◆ **TRY IT**
Using the data below, determine the number of lines that include the string "lane". Write only that number.

◆ **Stored data**
════════════════════
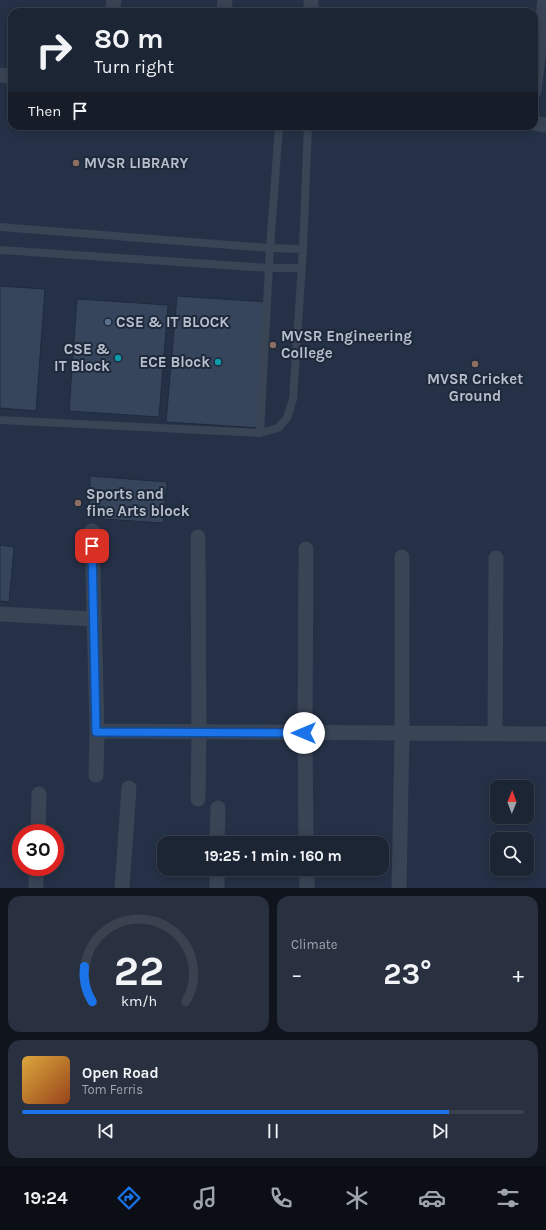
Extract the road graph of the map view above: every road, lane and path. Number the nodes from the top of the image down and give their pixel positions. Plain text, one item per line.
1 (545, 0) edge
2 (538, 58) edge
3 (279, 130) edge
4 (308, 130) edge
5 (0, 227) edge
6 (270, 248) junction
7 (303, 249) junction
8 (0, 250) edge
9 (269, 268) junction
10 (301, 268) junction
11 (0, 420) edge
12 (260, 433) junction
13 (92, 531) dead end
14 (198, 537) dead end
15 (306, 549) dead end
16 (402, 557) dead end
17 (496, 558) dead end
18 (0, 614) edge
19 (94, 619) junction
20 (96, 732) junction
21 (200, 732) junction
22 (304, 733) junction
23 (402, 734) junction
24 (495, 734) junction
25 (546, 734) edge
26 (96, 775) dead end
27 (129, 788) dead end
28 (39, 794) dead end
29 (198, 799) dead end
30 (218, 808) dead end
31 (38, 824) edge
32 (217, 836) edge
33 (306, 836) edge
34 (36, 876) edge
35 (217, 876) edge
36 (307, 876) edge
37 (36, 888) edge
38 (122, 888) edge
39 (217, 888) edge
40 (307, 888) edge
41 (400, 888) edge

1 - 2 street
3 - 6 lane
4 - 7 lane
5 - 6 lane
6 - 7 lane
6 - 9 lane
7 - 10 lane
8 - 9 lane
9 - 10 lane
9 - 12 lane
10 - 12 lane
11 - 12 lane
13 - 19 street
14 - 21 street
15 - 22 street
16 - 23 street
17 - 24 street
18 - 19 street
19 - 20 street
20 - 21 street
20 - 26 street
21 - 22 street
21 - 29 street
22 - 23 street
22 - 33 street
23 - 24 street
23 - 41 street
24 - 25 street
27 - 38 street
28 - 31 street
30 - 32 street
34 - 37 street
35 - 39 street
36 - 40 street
════════════════════
◆ **ANSWER TO THIS TASK**
12